The Game That Could Win Your Life.
November 21st 2011, this day was my little sisters 7th birthday and the day that has forever changed my life. My family had a small birthday party planned for my sister at my grandparents. The basketball games I was at coaching my cheerleaders went into overtime, so I didn’t get done until about 9:15 that night. I hurried to my grandparents to have cake and ice cream with them, but by the time I got there, they were getting ready to leave. I said hi and bye to all my siblings, then headed back to campus.
I no more than got in the parking lot and my mom called me screaming so loud that I couldn’t understand anything she was saying. I then got her to talk slower and she said the most heart breaking words I have ever heard, “Joshua is dead!” I dropped my phone and burst into tears, I couldn’t breathe, and I instantly turned back around and sped home. I got about a half mile out-of-town and got pulled over for speeding. I was a wreck. I told the cop what was going on and he didn’t believe me, so he had to call dispatch to see that I was telling the truth.

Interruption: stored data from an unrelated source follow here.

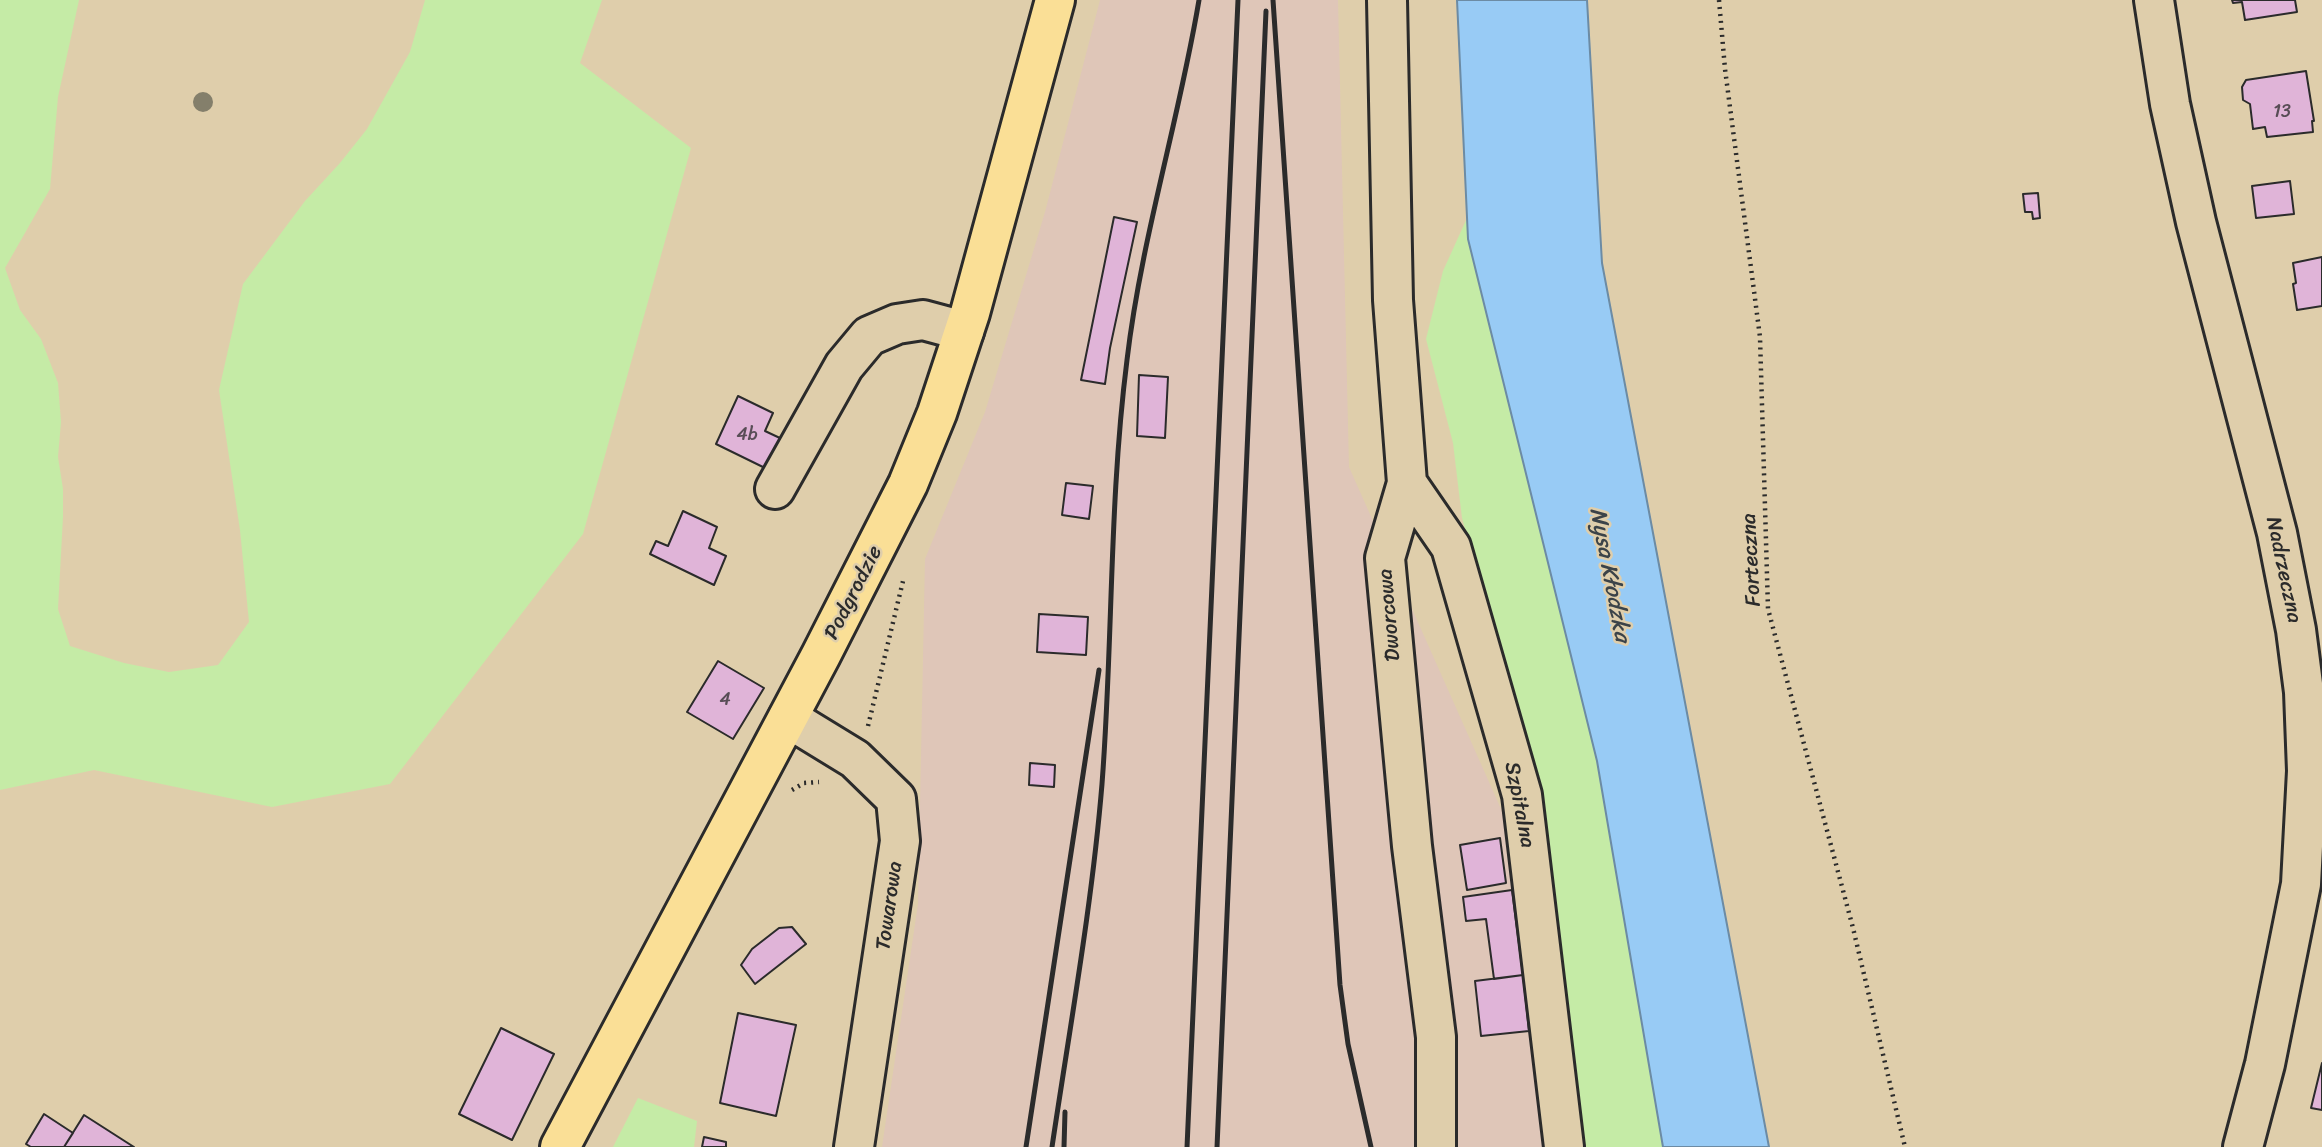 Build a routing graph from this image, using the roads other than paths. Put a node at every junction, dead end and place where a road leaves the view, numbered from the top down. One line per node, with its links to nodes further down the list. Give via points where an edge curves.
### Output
1 (1055, 0): 4 (main road, Podgrodzie)
2 (1387, 0): 5 (street, Dworcowa, via 1393,300)
3 (2154, 0): 12 (street, Nadrzeczna, via 2190,196 2277,533 2304,692 2307,771 2301,884 2265,1064)
4 (964, 331): 6 (street, via 923,320 897,324 869,336 844,366); 7 (main road, Podgrodzie, via 908,484)
5 (1407, 483): 10 (street, Dworcowa, via 1385,558 1412,846 1436,1037); 11 (street, Szpitalna, via 1451,547 1522,795)
6 (775, 489)
7 (788, 718): 8 (main road, Podgrodzie); 9 (street, Towarowa, via 855,759 895,799 900,841)
8 (560, 1147)
9 (854, 1147)
10 (1436, 1147)
11 (1564, 1147)
12 (2243, 1147)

By the time I got close to my house I could see a light show from all the cop cars that were surrounding my parent’s home. I couldn’t get into my driveway so I drove through my neighbor’s yard to get to my parents. The look on my dad’s face, made me know this was real. My mom was crying, talking like she was talking to herself, but out loud. She said, “His eyes were lifeless and glazed, his skin was blue, all I wanted to do was hold him but they wouldn’t let me.” I tried talking to her but all she could say was, “They told me to prepare for the worst, but I know he’s already gone.”
The drive to the hospital was the longest drive of my life. Once we got there they wouldn’t let me in his room. So many EMT’s and ME’s were in the room working on him. I just wanted to go in there with him. Once they let me in, I held his hand, kissed his cheek, tried closing his eyes and talking to him. I knew he was gone, but my mind wouldn’t let me accept it.
We were fielding questions, going through all of his things, and trying to find peace of knowing what really happened and started the funeral planning process. I took on the “big sister” role, and helped my parents plan his visitation and funeral. I never thought I would be able to do this, but I did and it was the most rewarding thing I have ever done. There were so many people there; it was completely amazing to see all the love and support we have received from everyone.
Joshua was 13 years old, a 7th grader who was on the A honor roll, loved football, wrestling, drawing, singing, outdoors, 4-H and everything else a little boy loves. He had the biggest heart and a contagious smile that could light up a room. A few days after he died we found out the cause of his death, it was from “the choking game”. This is something that none of our family knew he was doing, but when we were told about it and what it entails, we found that the warning signs were all over. They included things like; headaches, itchy eyes, off sleep patterns, marks on his bunk bed, robe ties in his room, and the fact that he was a 13-year-old adventurous boy.
Since this happened I have been so invested in the “choking game”. I have found that it is more common than people think. It isn’t something that people really admit to or talk about, but it is going on everywhere, probably even in your neighborhood. When someone participates in this, they are cutting the oxygen supply from their brain, for a short-term high, which as a result kills brain cells and can be fatal. This isn’t a game and if people are doing it, I hope that this is a wakeup call to them to stop. The effects of this not only hurts yourself, but also everyone that loves and cares about you.